Prove It On Me: Postfeminism, Postcivil Rights, and African-American Women's Sexuality

Lead Research Organisation: King's College London
Department Name: American Studies

Abstract

When do contemporary African American women express themselves artistically in the face of stereotypes of African American women as either pretentious jezebels or asexual mammy figures? Both historical and contemporary dynamics insure that these expressions are subject to shifting race and gender discourses. In the early 1990s, the mainstream press declared feminism dead because equality between the sexes was achieved. Unlike their feminist foremothers, according to this narrative, today's young women enjoy both sexual freedom and pay parity. This new state of gender affairs is heralded as the postfeminist era. Claiming that we are now in a post-civil rights era, advocates believe the largest black middle class in U.S. history and high ranking black officials in the President's inner circle are evidence that racism is a thing of the past. Correctives to decades of institutional racism, such as affirmative action, worked and are no longer needed.

Postfeminist and post-civil rights discourses neglect the continued racism and sexism African American women experience. While, as a group, African­ American women demonstrate significant achievements in education and the workplace, representations in popular culture remain conflicted. Defined according to stereotypes about their sexuality, historically African American women have responded to this misrepresentation by condemning women who do express their sexual selves. Yet, there are also women who have claimed sexual liberation and express this sentiment in their artistic expressions. From performing in hip hop music videos to crafting poetic responses to African American male misogyny to embracing positive representations of the African-American female body, these expressions vary in their reception. This study takes the standard paradigm of 'participation equals exploitation' and explores how some women participate in popular culture in sexually expressive ways that they find liberating. At the same time, there are formal and informal forces that deem these expressions inappropriate because they violate societal gender and race norms.

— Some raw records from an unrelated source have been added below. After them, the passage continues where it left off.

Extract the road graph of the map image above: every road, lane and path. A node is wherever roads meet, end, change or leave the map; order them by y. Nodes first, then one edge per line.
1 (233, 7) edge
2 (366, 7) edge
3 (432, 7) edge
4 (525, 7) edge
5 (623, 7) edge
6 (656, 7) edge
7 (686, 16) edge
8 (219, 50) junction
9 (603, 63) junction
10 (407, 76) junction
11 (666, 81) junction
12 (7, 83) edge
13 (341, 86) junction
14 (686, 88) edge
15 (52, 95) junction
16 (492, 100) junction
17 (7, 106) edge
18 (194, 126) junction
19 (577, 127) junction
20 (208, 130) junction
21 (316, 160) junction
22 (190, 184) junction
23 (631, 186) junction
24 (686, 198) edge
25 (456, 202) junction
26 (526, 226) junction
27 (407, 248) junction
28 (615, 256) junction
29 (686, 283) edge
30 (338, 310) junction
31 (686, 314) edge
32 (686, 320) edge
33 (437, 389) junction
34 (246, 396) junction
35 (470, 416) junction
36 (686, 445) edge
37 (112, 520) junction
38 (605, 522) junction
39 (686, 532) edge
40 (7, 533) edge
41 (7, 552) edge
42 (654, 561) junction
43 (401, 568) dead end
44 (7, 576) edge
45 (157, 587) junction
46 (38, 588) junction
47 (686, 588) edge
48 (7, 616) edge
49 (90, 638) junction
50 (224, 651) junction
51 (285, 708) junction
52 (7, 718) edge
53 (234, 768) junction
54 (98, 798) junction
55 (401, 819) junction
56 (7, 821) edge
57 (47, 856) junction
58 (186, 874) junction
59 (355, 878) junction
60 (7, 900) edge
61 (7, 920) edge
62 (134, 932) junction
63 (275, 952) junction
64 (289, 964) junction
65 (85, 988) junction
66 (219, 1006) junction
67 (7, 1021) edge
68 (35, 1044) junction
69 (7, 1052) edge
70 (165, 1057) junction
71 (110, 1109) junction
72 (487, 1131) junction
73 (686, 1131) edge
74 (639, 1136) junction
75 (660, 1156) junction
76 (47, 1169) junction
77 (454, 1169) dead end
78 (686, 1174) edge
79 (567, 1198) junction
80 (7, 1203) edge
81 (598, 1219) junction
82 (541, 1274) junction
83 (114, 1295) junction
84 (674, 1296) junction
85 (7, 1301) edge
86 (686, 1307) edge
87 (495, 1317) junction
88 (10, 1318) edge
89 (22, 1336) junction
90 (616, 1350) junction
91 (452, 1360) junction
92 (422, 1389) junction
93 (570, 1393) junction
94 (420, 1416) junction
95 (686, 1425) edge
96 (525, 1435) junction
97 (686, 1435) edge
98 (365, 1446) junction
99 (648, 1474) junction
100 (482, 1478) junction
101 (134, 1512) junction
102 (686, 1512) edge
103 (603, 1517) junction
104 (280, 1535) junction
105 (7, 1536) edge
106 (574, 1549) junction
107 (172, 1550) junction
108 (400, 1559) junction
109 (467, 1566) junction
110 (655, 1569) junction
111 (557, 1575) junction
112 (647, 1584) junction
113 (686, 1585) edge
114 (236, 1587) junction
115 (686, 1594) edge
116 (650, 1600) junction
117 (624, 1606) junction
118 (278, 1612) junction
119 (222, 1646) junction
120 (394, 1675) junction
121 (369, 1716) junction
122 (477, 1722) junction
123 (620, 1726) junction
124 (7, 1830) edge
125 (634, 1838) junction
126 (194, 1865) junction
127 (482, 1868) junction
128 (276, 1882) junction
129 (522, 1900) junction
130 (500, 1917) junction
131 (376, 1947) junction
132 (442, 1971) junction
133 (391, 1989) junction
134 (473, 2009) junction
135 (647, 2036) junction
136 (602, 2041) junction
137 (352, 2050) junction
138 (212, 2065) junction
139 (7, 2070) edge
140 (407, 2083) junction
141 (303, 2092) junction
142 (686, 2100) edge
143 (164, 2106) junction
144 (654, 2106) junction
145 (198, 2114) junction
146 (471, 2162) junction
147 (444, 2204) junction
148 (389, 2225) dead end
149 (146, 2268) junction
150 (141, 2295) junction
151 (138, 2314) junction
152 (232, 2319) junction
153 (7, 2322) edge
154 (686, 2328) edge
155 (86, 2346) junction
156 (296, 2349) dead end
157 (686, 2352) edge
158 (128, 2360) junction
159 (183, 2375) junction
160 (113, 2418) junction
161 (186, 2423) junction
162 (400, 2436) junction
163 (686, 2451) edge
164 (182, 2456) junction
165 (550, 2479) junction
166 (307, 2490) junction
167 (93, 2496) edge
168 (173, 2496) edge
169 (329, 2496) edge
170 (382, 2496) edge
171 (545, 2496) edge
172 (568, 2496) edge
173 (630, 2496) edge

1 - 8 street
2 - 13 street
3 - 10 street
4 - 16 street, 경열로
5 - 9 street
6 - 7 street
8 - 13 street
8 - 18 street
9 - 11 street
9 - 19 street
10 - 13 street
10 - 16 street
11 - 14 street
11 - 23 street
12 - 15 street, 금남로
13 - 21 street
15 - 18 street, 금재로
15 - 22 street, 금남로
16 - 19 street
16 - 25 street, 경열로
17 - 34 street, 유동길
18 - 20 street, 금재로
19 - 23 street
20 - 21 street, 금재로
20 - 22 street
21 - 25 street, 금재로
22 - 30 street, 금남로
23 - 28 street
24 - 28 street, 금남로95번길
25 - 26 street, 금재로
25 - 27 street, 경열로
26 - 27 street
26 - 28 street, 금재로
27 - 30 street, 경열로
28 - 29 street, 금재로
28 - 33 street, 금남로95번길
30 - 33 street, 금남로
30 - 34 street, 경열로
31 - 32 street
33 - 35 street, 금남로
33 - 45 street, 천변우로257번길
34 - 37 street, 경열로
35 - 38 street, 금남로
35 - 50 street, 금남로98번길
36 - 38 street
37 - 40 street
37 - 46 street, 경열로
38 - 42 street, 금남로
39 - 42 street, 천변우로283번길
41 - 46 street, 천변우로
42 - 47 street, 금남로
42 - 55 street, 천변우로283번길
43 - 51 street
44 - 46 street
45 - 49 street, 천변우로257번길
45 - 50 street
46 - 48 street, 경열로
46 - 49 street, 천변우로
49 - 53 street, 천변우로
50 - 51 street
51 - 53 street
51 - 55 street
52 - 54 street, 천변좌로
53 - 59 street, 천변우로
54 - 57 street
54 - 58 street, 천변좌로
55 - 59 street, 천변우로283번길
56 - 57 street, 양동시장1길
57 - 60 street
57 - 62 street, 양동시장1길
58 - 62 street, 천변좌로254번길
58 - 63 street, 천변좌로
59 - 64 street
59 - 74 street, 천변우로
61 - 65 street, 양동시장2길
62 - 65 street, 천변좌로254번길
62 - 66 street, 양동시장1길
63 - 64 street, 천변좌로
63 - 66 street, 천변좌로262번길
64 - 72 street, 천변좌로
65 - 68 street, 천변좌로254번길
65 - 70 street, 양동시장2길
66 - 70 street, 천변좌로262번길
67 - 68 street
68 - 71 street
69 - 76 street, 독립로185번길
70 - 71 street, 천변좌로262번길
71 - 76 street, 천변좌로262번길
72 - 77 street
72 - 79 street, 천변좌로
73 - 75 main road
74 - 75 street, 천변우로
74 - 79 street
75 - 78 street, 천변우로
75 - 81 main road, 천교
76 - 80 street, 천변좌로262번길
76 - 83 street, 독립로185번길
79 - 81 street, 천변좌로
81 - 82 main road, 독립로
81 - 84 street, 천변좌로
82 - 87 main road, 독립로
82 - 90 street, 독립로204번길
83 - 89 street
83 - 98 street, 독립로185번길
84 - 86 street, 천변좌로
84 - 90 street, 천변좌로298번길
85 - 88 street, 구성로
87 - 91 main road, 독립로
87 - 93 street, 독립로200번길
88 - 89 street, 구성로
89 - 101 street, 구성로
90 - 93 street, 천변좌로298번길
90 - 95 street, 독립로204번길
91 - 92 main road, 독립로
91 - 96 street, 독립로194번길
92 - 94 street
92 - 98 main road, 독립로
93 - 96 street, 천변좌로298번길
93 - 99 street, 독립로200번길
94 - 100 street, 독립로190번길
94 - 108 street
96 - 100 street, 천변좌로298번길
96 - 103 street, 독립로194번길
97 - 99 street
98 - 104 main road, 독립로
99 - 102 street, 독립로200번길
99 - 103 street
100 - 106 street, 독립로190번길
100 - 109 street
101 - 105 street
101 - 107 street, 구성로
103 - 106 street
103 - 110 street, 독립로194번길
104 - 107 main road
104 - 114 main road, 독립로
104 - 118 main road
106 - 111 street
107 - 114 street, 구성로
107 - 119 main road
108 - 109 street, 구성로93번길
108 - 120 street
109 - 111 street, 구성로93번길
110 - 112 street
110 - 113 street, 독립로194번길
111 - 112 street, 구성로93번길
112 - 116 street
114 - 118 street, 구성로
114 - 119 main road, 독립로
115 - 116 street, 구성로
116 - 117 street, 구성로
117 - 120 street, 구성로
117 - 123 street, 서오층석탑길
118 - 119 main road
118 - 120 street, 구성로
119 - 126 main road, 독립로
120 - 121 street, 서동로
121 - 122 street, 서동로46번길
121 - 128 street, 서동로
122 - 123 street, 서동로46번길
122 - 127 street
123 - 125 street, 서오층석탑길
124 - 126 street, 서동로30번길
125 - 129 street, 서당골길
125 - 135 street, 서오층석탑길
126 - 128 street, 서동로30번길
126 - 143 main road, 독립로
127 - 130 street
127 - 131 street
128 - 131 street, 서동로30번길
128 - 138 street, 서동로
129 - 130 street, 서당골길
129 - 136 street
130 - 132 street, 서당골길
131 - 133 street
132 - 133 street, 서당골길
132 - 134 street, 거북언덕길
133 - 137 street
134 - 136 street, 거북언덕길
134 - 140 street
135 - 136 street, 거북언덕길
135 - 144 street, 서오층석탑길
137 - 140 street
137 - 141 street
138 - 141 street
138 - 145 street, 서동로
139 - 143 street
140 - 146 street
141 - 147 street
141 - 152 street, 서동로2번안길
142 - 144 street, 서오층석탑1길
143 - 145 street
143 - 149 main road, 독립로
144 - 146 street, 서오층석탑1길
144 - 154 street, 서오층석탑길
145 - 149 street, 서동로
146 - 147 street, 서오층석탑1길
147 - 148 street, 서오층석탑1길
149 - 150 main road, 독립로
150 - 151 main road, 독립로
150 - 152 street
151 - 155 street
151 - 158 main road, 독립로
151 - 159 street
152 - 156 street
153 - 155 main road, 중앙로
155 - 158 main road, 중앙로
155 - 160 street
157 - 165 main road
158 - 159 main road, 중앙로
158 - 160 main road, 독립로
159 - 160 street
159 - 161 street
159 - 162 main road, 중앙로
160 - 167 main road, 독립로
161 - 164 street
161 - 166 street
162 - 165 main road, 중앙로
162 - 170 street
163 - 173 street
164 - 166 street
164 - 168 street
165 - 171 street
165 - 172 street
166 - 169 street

The four sections of this interdisciplinary project use in-depth interviews, ethnographic participant-observation, and textual analysis. The first focuses on the case Sarah Jones v. Federal Communications Commission (FCC) and uses radio history, meaning-making, and feminist theory to understand the federal government's attempt to censor radio airplay of her poem 'Your Revolution.' Her song, seen by many critics as an assertion of feminist sexual agency, was labeled indecent. The FCC, which regulates all radio in the U.S., levied a $7000 fine for KBOO Community Radio, Portland, Oregon. The radio station appealed--Mat a cost of $24,000""" but it was only when Jones launched her own lawsuit against the FCC in 2002 that the regulatory body reconsidered its decision and repealed the judgment.

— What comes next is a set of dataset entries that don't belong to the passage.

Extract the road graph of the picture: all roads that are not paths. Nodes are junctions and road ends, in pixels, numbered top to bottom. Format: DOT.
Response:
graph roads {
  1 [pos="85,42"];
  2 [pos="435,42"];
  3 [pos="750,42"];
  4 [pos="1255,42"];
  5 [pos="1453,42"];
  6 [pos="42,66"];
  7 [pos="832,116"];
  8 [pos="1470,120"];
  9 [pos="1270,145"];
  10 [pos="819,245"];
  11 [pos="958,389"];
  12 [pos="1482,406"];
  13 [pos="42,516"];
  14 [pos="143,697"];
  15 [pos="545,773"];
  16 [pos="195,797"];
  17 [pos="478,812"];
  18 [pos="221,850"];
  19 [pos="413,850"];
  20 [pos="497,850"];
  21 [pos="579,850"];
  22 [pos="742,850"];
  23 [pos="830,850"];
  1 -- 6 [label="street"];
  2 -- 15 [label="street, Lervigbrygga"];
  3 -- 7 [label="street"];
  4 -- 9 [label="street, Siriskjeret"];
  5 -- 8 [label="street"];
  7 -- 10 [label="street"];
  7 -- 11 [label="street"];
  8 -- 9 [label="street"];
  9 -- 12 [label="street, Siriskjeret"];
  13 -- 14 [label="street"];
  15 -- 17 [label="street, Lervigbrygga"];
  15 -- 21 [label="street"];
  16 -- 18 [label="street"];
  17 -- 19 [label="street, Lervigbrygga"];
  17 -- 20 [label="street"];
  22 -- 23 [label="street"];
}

At the municipal level, former New York Mayor Rudolph Giuliani's attempt to form a city-wide decency commission in response to work by African- American photographer Renee Cox. Her photograph, which was featured in a Brooklyn Museum of Art (BMA) exhibit of African-American f-.photographers, depicts Michelangelo's Last Supper with Cox, fully nude, as Christ and the wise men are all recast with men of colour. The furor her photograph caused included condemnations from the Catholic League and New York's Archdiocese, but most importantly, from Giuliani. He threatened the BMA's funding and formed a short-lived Decency Commission to approve publicly-funded exhibitions. Jones and Cox's cases serve as the linchpin for interrogating both the historical and contemporary application of the indecency label to minority sexuality.

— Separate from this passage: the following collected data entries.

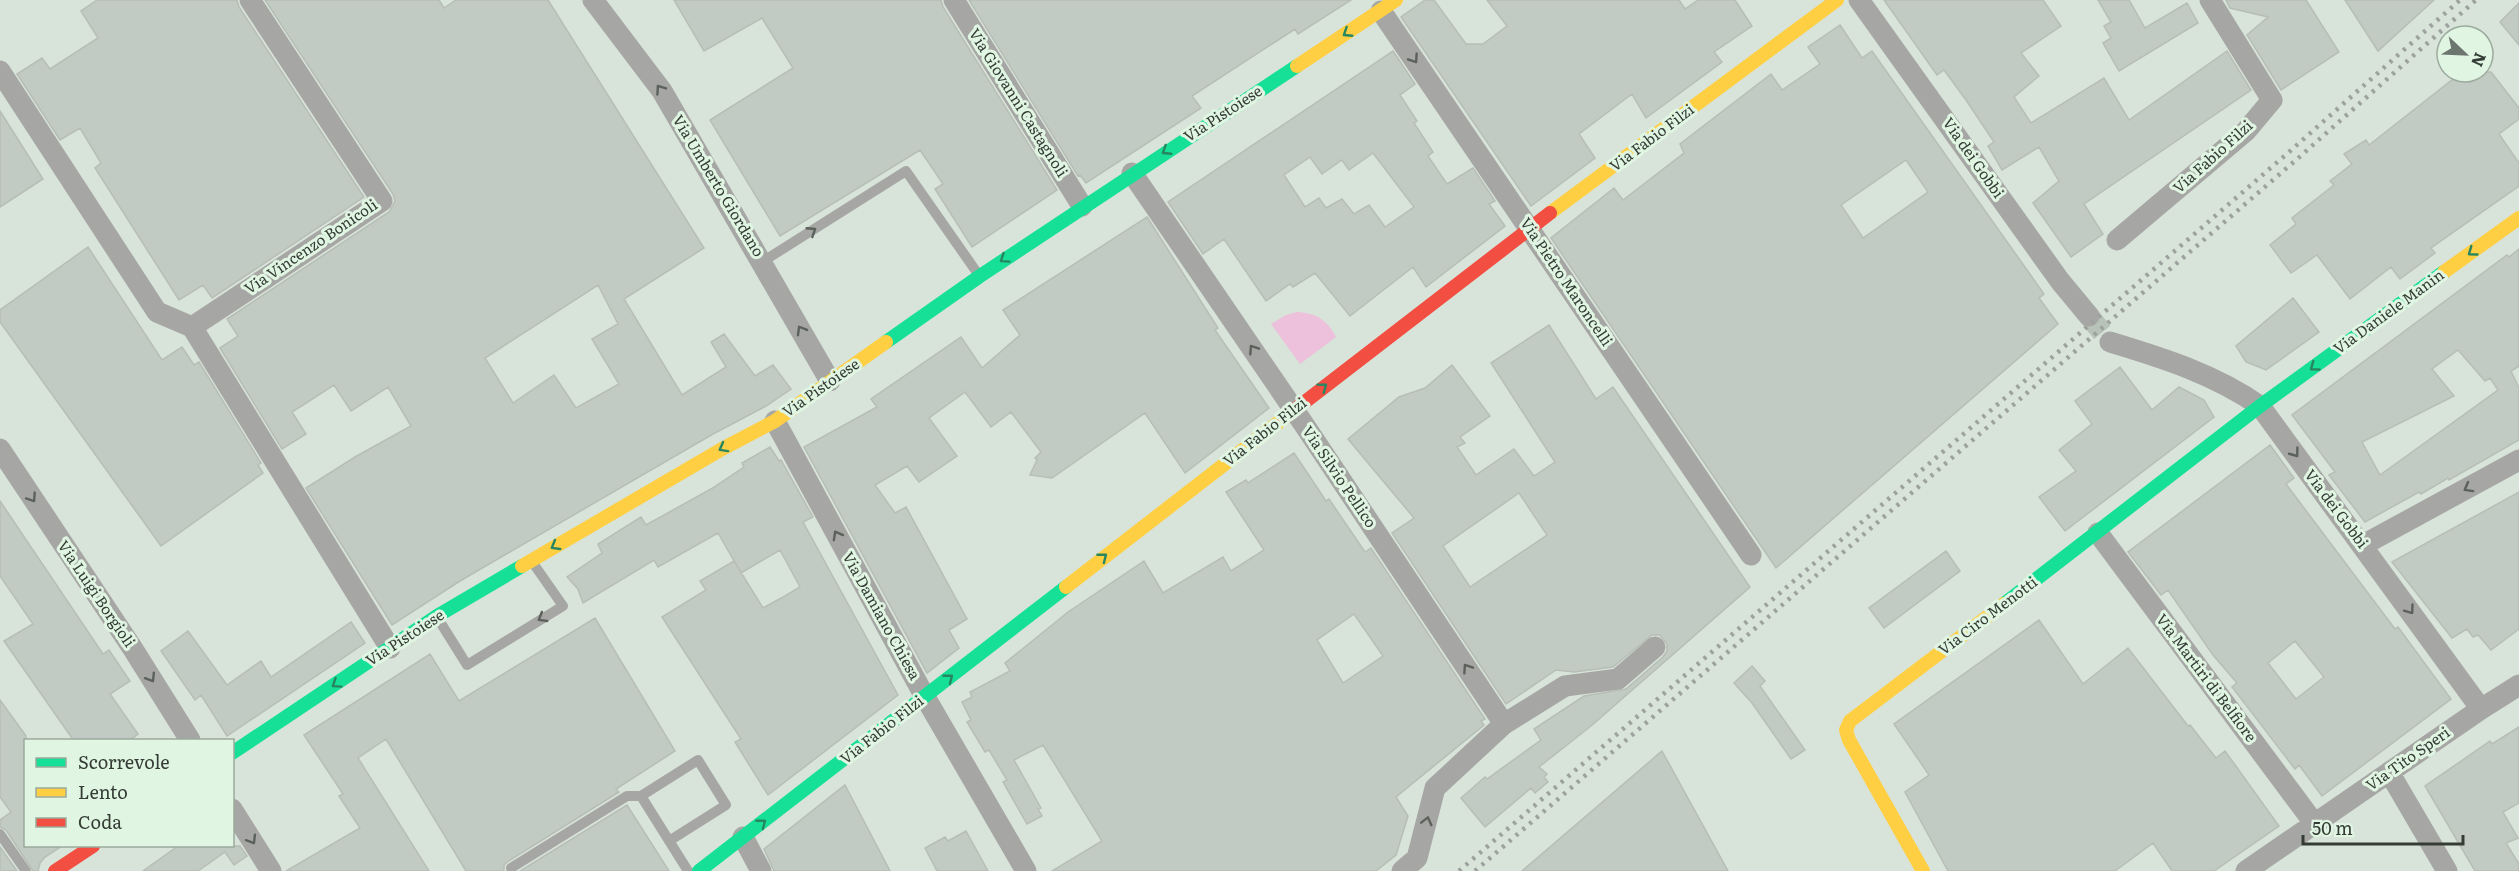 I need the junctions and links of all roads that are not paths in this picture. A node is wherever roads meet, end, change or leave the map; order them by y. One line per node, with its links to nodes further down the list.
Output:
1 (250, 0): 17 (street, Via Vincenzo Bonicoli)
2 (593, 0): 14 (street, Via Umberto Giordano, one-way to 2)
3 (954, 0): 10 (street, Via Giovanni Castagnoli)
4 (1837, 0): 12 (street, Via Fabio Filzi)
5 (1859, 0): 16 (street, Via dei Gobbi)
6 (2210, 0): 13 (street, Via Fabio Filzi)
7 (1388, 5): 9 (street, Via Pistoiese, one-way to 9); 12 (street, Via Pietro Maroncelli, one-way to 12)
8 (0, 71): 17 (street)
9 (1132, 173): 10 (street, Via Pistoiese); 21 (street, Via Silvio Pellico, one-way to 9)
10 (1082, 206): 15 (street, Via Pistoiese, one-way to 15)
11 (2519, 218): 20 (street, Via Daniele Manin, one-way to 20)
12 (1530, 228): 21 (street, Via Fabio Filzi, one-way to 12); 27 (street, Via Pietro Maroncelli)
13 (2117, 240)
14 (762, 262): 15 (lane, one-way to 15); 19 (street, Via Umberto Giordano, one-way to 14)
15 (980, 276): 19 (street, Via Pistoiese)
16 (2089, 316)
17 (192, 327): 31 (street)
18 (2110, 342): 20 (street, Via dei Gobbi)
19 (830, 381): 22 (street, Via Pistoiese)
20 (2260, 406): 25 (street, Via Ciro Menotti); 26 (street, Via dei Gobbi, one-way to 26)
21 (1294, 409): 33 (street, Via Fabio Filzi, one-way to 21); 35 (street, Via Silvio Pellico, one-way to 21)
22 (775, 420): 28 (street, Via Pistoiese, one-way to 28); 33 (street, Via Damiano Chiesa, one-way to 22)
23 (0, 449): 36 (street, Via Luigi Borgioli, one-way to 36)
24 (2519, 460): 26 (street, one-way to 26)
25 (2098, 533): 41 (street, Via Martiri di Belfiore); 55 (street, Via Ciro Menotti)
26 (2363, 545): 34 (street, Via dei Gobbi, one-way to 34)
27 (1751, 555)
28 (532, 560): 29 (street, Via Pistoiese); 29 (lane, one-way to 29)
29 (437, 616): 31 (street, Via Pistoiese)
30 (1655, 647): 35 (street)
31 (390, 648): 37 (street, Via Pistoiese, one-way to 37)
32 (2519, 685): 34 (street)
33 (925, 697): 43 (street, Via Fabio Filzi, one-way to 33); 53 (street, Via Damiano Chiesa)
34 (2481, 709): 38 (street, Via Tito Speri)
35 (1504, 724): 54 (street, one-way to 35)
36 (189, 739)
37 (234, 752)
38 (2389, 772): 41 (street, Via Tito Speri); 57 (street)
39 (641, 796): 44 (lane); 44 (lane); 46 (lane)
40 (234, 812): 49 (street, one-way to 49)
41 (2314, 824): 56 (street, Via Tito Speri)
42 (0, 834): 47 (lane)
43 (743, 837): 51 (street, Via Fabio Filzi); 52 (street)
44 (669, 841): 50 (lane)
45 (91, 847): 48 (street)
46 (511, 868)
47 (26, 871)
48 (55, 871)
49 (271, 871)
50 (688, 871)
51 (699, 871)
52 (761, 871)
53 (1026, 871)
54 (1402, 871)
55 (1923, 871)
56 (2247, 871)
57 (2447, 871)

Post-civil rights and postfeminist discourse provide the intellectual bridge between the first two chapters and the last two. While the first two examine formal, state-sponsored censorship of African-American women's sexuality, the final two chapters illuminate censorship that is less formal, but nonetheless powerful. Specifically, I apply the theories of Michel Foucault and Judith Butler on sexuality, the Body, discipline, and surveillance to television programme, video, and film output.

The other two sections of the study interrogate representations of African-American women on television and in film. Chapter three explores the possibility of female sexual agency in hip hop/rap music videos. Ethnographic interviews with music video performers give voice to these women often condemned in the African-American press as architects of their own sexual exploitation and labeled 'video has' by the public. Interviews allow these women to speak for themselves. Chapter four illuminates caricatures of African-American women in reality television, and narratives of coming home to one's blackness in recent feature and documentary films. l engage in textual analysis of representations of African-American women as vain, unstable, and emotionally irrational in popular shows such as The Apprentice, America's Next Top Model, and Survivor. The films l analyse include Down in the Delta (1998); Nobody Knows My Name (1999); Diary of a Mad Black Woman (2004); and In Search of Black Female Sexuality (2004). I juxtapose documentary and feature film representations to interrogate assumptions about authentic representations of African-American womanhood in the postfeminist and post-civil rights era.

Examining cultural representations of African-American women's sexuality focuses a lens onto the anxieties and tensions that persist in American culture despite advances in rectifying institutional discrimination. I arrive at compelling conclusions about the intersection of sexual expression, the marketability of race, and capitalism's ability to absorb alternative social justice discourses.